Tout recours formé devant une juridiction, relatif au fait générateur, à l’existence, au montant ou au paiement de la créance, quel que soit l’auteur du recours et même si la juridiction saisie est incompétente pour en connaître, et si l’administration qui aura finalement la charge du règlement n’est pas partie à l’instance ;
Toute communication écrite d’une administration intéressée, même si cette communication n’a pas été faite directement au créancier qui s’en prévaut, dès lors que cette communication a trait au fait générateur, à l’existence, au montant ou au paiement de la créance ;
Toute émission de moyen de règlement, même si ce règlement ne couvre qu’une partie de la créance ou si le créancier n’a pas été exactement désigné.
Un nouveau délai de quatre ans court à compter du premier jour de l’année suivant celle au cours de laquelle a eu lieu l’interruption.

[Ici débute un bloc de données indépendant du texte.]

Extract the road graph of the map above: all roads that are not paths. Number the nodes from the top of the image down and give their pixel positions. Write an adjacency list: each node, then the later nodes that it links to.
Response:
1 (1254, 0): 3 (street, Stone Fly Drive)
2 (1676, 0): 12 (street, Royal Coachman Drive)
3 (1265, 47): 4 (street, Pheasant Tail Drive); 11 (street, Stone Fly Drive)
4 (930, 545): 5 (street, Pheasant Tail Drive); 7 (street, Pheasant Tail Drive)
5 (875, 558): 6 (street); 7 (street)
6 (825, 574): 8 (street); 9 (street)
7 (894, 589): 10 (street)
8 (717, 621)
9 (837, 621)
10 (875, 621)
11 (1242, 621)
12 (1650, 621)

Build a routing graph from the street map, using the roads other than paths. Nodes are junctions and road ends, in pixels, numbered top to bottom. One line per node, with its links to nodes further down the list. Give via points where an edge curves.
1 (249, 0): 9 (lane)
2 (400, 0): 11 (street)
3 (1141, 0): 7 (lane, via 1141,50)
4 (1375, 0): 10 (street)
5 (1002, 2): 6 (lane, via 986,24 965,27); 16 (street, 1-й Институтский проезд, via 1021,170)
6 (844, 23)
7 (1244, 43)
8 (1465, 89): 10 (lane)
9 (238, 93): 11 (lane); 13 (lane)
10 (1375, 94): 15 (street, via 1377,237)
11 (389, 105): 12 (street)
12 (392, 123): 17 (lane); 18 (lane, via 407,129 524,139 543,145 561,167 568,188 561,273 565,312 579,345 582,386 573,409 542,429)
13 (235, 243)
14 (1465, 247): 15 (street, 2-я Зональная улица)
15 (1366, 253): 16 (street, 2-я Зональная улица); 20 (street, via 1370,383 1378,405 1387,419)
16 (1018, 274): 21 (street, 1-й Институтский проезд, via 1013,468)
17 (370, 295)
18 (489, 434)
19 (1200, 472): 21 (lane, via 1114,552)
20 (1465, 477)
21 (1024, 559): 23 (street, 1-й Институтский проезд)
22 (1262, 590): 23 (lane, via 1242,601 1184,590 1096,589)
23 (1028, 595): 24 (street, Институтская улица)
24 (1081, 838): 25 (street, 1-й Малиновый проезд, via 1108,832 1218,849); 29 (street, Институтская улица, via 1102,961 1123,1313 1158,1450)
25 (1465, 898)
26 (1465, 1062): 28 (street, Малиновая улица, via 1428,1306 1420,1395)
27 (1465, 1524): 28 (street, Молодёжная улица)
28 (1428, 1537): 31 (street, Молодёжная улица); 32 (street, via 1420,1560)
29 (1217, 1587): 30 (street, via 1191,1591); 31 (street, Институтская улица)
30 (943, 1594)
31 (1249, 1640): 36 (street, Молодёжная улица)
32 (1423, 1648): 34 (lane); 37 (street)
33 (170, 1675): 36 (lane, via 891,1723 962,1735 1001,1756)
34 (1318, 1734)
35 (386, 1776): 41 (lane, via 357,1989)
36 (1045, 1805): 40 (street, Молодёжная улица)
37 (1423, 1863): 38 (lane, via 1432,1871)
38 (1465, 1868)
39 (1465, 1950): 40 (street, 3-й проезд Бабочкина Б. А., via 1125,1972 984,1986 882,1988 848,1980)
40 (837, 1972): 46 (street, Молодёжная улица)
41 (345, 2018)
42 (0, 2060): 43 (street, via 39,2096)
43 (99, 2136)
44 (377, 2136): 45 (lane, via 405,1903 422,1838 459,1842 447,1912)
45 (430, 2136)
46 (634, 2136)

Toutefois, si l’interruption résulte d’un recours juridictionnel, le nouveau délai court à partir du premier jour de l’année suivant celle au cours de laquelle la décision est passée en force de chose jugée. »

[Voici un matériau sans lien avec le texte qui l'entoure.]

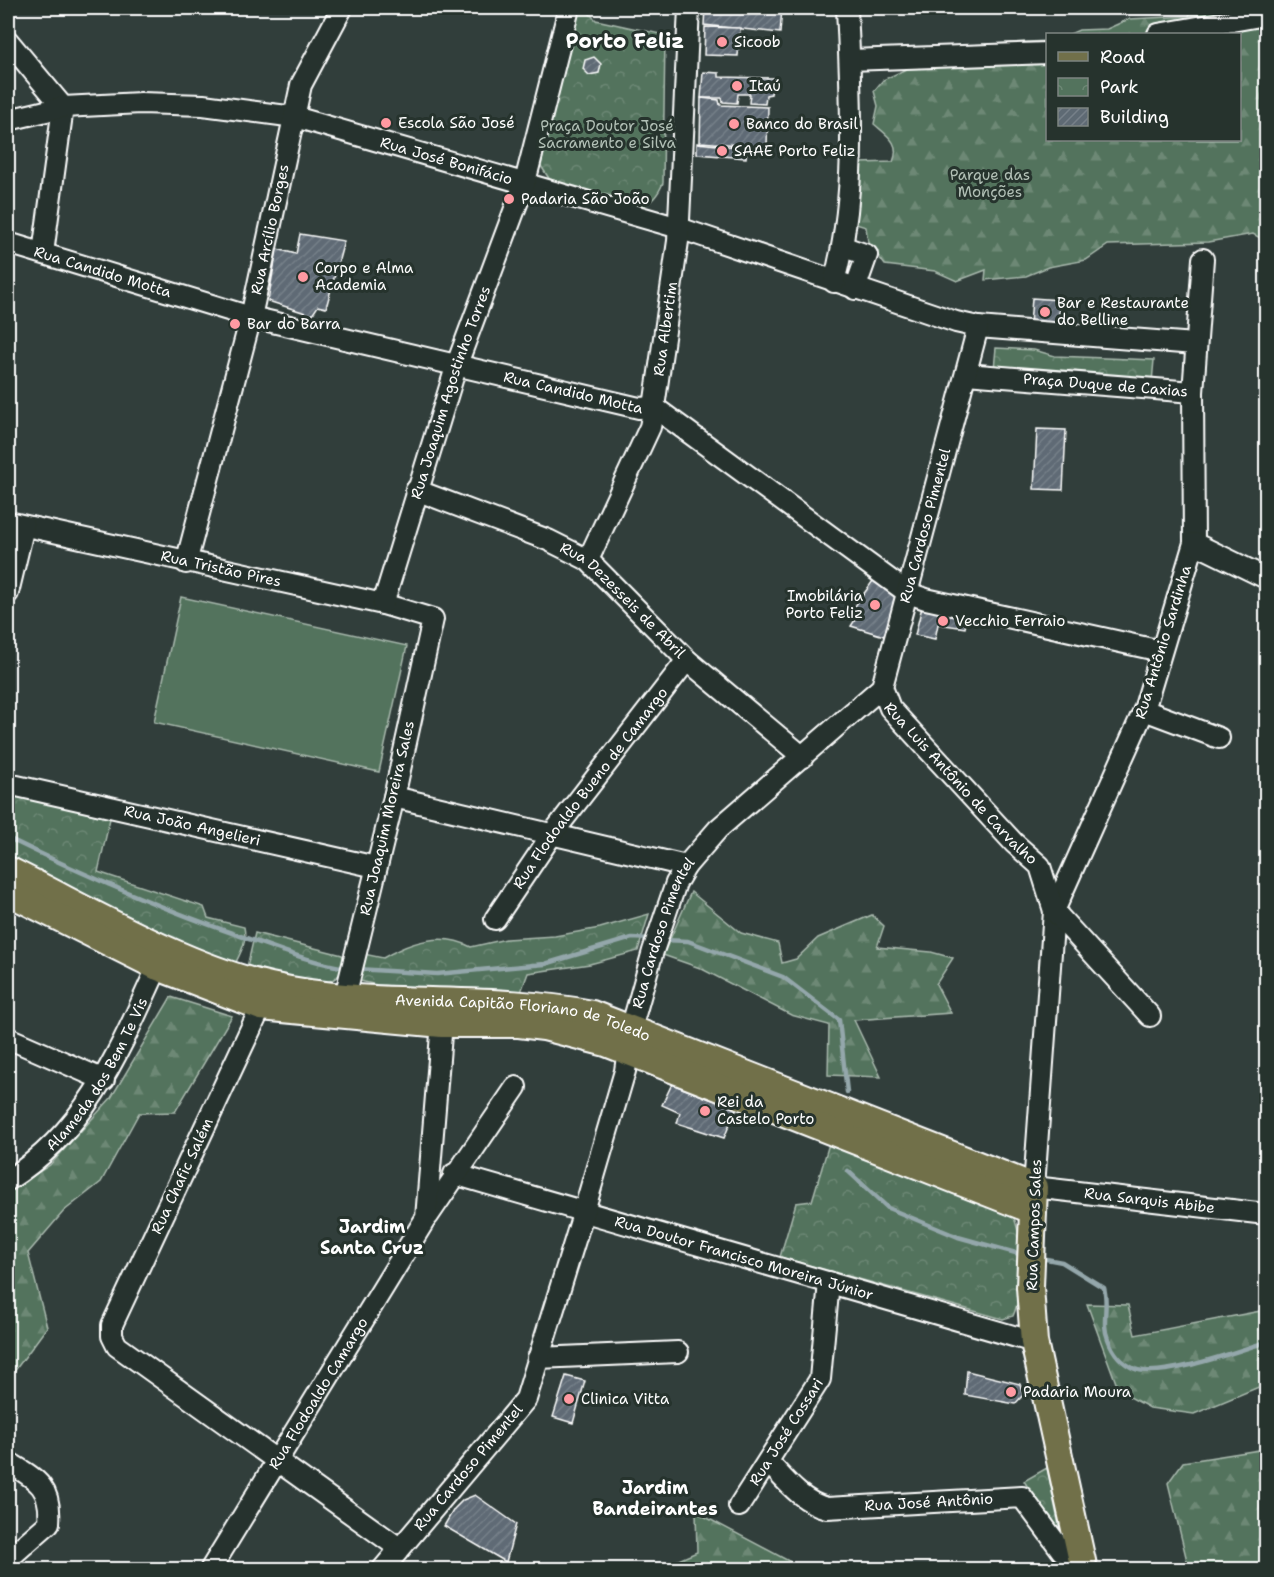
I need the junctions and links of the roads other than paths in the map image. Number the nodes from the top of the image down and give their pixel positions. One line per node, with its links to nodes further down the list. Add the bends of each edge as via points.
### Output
1 (342, 8): 11 (street, Rua Arcílio Borges, via 301,85)
2 (569, 8): 13 (street, Rua Joaquim Agostinho Torres)
3 (687, 8): 14 (street, Rua Albertim)
4 (847, 8): 9 (street)
5 (1266, 15): 6 (street)
6 (1164, 33)
7 (8, 41): 10 (street)
8 (1046, 53): 9 (street)
9 (850, 60): 16 (street, via 850,174)
10 (63, 107): 11 (street, Rua José Bonifácio, via 175,103); 12 (street, Rua José Bonifácio); 17 (street)
11 (295, 117): 13 (street, Rua José Bonifácio); 21 (street, Rua Arcílio Borges)
12 (8, 120)
13 (525, 182): 14 (street, Rua José Bonifácio); 24 (street, Rua Joaquim Agostinho Torres)
14 (679, 228): 19 (street, Rua José Bonifácio); 27 (street, Rua Albertim)
15 (8, 243): 17 (street, Rua Candido Motta)
16 (844, 247): 19 (street); 20 (street, via 867,255)
17 (43, 252): 21 (street, Rua Candido Motta)
18 (1203, 259): 23 (street, Praça Duque de Caxias)
19 (834, 282): 20 (street, Rua José Bonifácio)
20 (855, 289): 22 (street, Rua José Bonifácio)
21 (251, 317): 24 (street, Rua Candido Motta); 32 (street, Rua Arcílio Borges)
22 (978, 327): 23 (street); 25 (street, Rua Cardoso Pimentel)
23 (1195, 344): 26 (street, Praça Duque de Caxias)
24 (457, 364): 27 (street, Rua Candido Motta, via 639,408); 28 (street, Rua Joaquim Agostinho Torres)
25 (966, 374): 26 (street, Praça Duque de Caxias); 35 (street, Rua Cardoso Pimentel)
26 (1193, 392): 30 (street, Rua Antônio Sardinha)
27 (654, 407): 31 (street, Rua Albertim, via 650,427); 35 (street, Rua Candido Motta)
28 (416, 490): 31 (street, Rua Dezesseis de Abril, via 548,540); 36 (street, Rua Joaquim Agostinho Torres)
29 (16, 524): 32 (street, Rua Tristão Pires); 34 (street)
30 (1194, 543): 33 (street); 38 (street, Rua Antônio Sardinha)
31 (588, 560): 39 (street, Rua Dezesseis de Abril)
32 (186, 563): 36 (street, Rua Tristão Pires)
33 (1266, 578)
34 (8, 593)
35 (908, 593): 38 (street, Rua Candido Motta); 40 (street, Rua Cardoso Pimentel)
36 (383, 604): 37 (street, Rua Tristão Pires)
37 (433, 619): 45 (street, Rua Joaquim Moreira Sales)
38 (1161, 651): 41 (street, Rua Antônio Sardinha)
39 (687, 660): 43 (street, Rua Dezesseis de Abril); 46 (street, Rua Flodoaldo Bueno de Camargo)
40 (882, 687): 43 (street, Rua Cardoso Pimentel); 51 (street, Rua Luis Antônio de Carvalho, via 890,708 1014,843 1040,866)
41 (1144, 710): 42 (street); 51 (street, Rua Antônio Sardinha)
42 (1219, 738)
43 (803, 757): 47 (street, Rua Cardoso Pimentel, via 718,829)
44 (8, 784): 48 (street, Rua João Angelieri)
45 (394, 797): 46 (street); 48 (street, Rua Joaquim Moreira Sales)
46 (553, 833): 47 (street); 52 (street, Rua Flodoaldo Bueno de Camargo)
47 (686, 866): 59 (street, Rua Cardoso Pimentel, via 675,883 663,918)
48 (376, 867): 54 (street, Rua Joaquim Moreira Sales)
49 (8, 870): 53 (main road, Avenida Capitão Floriano de Toledo)
50 (8, 892): 53 (main road, Avenida Capitão Floriano de Toledo)
51 (1054, 911): 57 (street, Rua Luis Antônio de Carvalho); 65 (street, Rua Campos Sales)
52 (495, 919)
53 (162, 958): 54 (main road, Avenida Capitão Floriano de Toledo, via 271,987); 55 (main road, Avenida Capitão Floriano de Toledo); 60 (street, Alameda dos Bem Te Vis)
54 (344, 998): 55 (main road, Avenida Capitão Floriano de Toledo); 56 (main road, Avenida Capitão Floriano de Toledo)
55 (261, 1007): 73 (street, Rua Chafic Salém, via 112,1325 112,1336 117,1346)
56 (443, 1014): 59 (main road, Avenida Capitão Floriano de Toledo); 68 (street, Rua Flodoaldo Camargo)
57 (1150, 1017)
58 (8, 1038): 60 (street)
59 (630, 1040): 62 (main road, Avenida Capitão Floriano de Toledo); 66 (street, Rua Cardoso Pimentel)
60 (104, 1080): 64 (street, Alameda dos Bem Te Vis, via 61,1138)
61 (516, 1088): 63 (street, Rua Flodoaldo Camargo)
62 (764, 1093): 65 (main road, Avenida Capitão Floriano de Toledo, via 876,1149); 65 (main road, Avenida Capitão Floriano de Toledo, via 832,1107)
63 (454, 1174): 66 (street, Rua Doutor Francisco Moreira Júnior); 68 (street, Rua Flodoaldo Camargo)
64 (8, 1180)
65 (1033, 1199): 67 (street, Rua Sarquis Abibe); 70 (main road, Rua Campos Sales, via 1030,1287)
66 (584, 1211): 69 (street, Rua Doutor Francisco Moreira Júnior); 72 (street, Rua Cardoso Pimentel)
67 (1266, 1214)
68 (426, 1218): 73 (street, Rua Flodoaldo Camargo)
69 (829, 1282): 70 (street, Rua Doutor Francisco Moreira Júnior); 75 (street, Rua José Cossari, via 820,1379)
70 (1034, 1342): 79 (main road, Rua Campos Sales)
71 (678, 1352): 72 (street)
72 (538, 1358): 77 (street, Rua Cardoso Pimentel, via 526,1399)
73 (277, 1460): 77 (street); 80 (street, Rua Flodoaldo Camargo)
74 (8, 1462): 78 (street, via 39,1481 50,1510 49,1523)
75 (768, 1462): 76 (street, Rua José Cossari); 79 (street, Rua José Antônio, via 801,1496 827,1508 1022,1497 1062,1551)
76 (739, 1506)
77 (399, 1548): 81 (street, Rua Cardoso Pimentel)
78 (8, 1559)
79 (1082, 1562)
80 (210, 1569)
81 (382, 1569)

Il est constant en jurisprudence que l’action en répétition de l’indu exercée à l’encontre d’une personne morale de droit public est soumise à la prescription quadriennale (Civ 1ère, 19 mars 2008, pourvoi n° 06-20.506 ; Civ 1ère, 30 avril 2014, pourvoi n° 13-18.050).
Il s’ensuit que l’action en répétition de l’indu engagée par la SAS LUMEN TECHNOLOGIES à l’encontre de la Commune de [Localité 5] est soumise à la prescription quadriennale prévue à l’article 1er de la loi n°68-1250 du 31 décembre 1968.
Il n’est pas discuté que la SAS LUMEN TECHNOLOGIES a adressé une mise en demeure à la commune de [Localité 5] en date du 3 mai 2023.
Cette mise en demeure est interruptive de prescription en application de l’article 2 de la loi n°68-1250 du 31 décembre 1968. Il n’est fait état d’aucun autre acte interruptif de prescription en dehors de cette mise en demeure et de l’assignation.
Il s’en déduit que l’action en répétition de l’indu formée par la SAS LUMEN TECHNOLOGIES est irrecevable comme prescrite pour la période antérieure à 2019.
Sur les dépens et frais irrépétibles
Les dépens du présent incident suivront ceux de l’instance au fond.
En l’état de la procédure, la SAS LUMEN TECHNOLOGIES France et la Commune de [Localité 5] seront déboutées de leurs demandes fondées sur l’article 700 du code de procédure civile.
PAR CES MOTIFS
Le juge de la mise en état, statuant par ordonnance contradictoire susceptible de recours dans les conditions prévues par l’article 795 du code de procédure civile ;
REJETTE la fin de non-recevoir tirée de l’application de L. 1617-5 du Code général des collectivités territoriales soulevée par la Commune de [Localité 5] ;
DECLARE irrecevables, comme prescrites, les demandes en répétition de l’indu formées par la SAS LUMEN TECHNOLOGIES France et relatives aux paiements intervenus antérieurement à l’année 2019 ;
DECLARE pour le surplus la SAS LUMEN TECHNOLOGIES France recevable en son action ;
RENVOIE L’EXAMEN de l’affaire à l’audience de mise en état dématérialisée du 12 mai 2026 à 9h00 et INVITE les parties à conclure au fond pour cette date ;
INVITE, au besoin, la SAS LUMEN TECHNOLOGIES France à justifier, en vue de la prochaine audience de mise en état, des dates et des montants des paiements allégués au bénéfice de la Commune de [Localité 6] ;
DIT que les dépens de l’incident suivront ceux de l’instance au fond ;
REJETTE les demandes formulées au titre de l’article 700 du code de procédure civile ;
Et ont signé Hélène JOURDAIN, Juge de la mise en état et Marie-Madeleine DA SILVA, Greffier.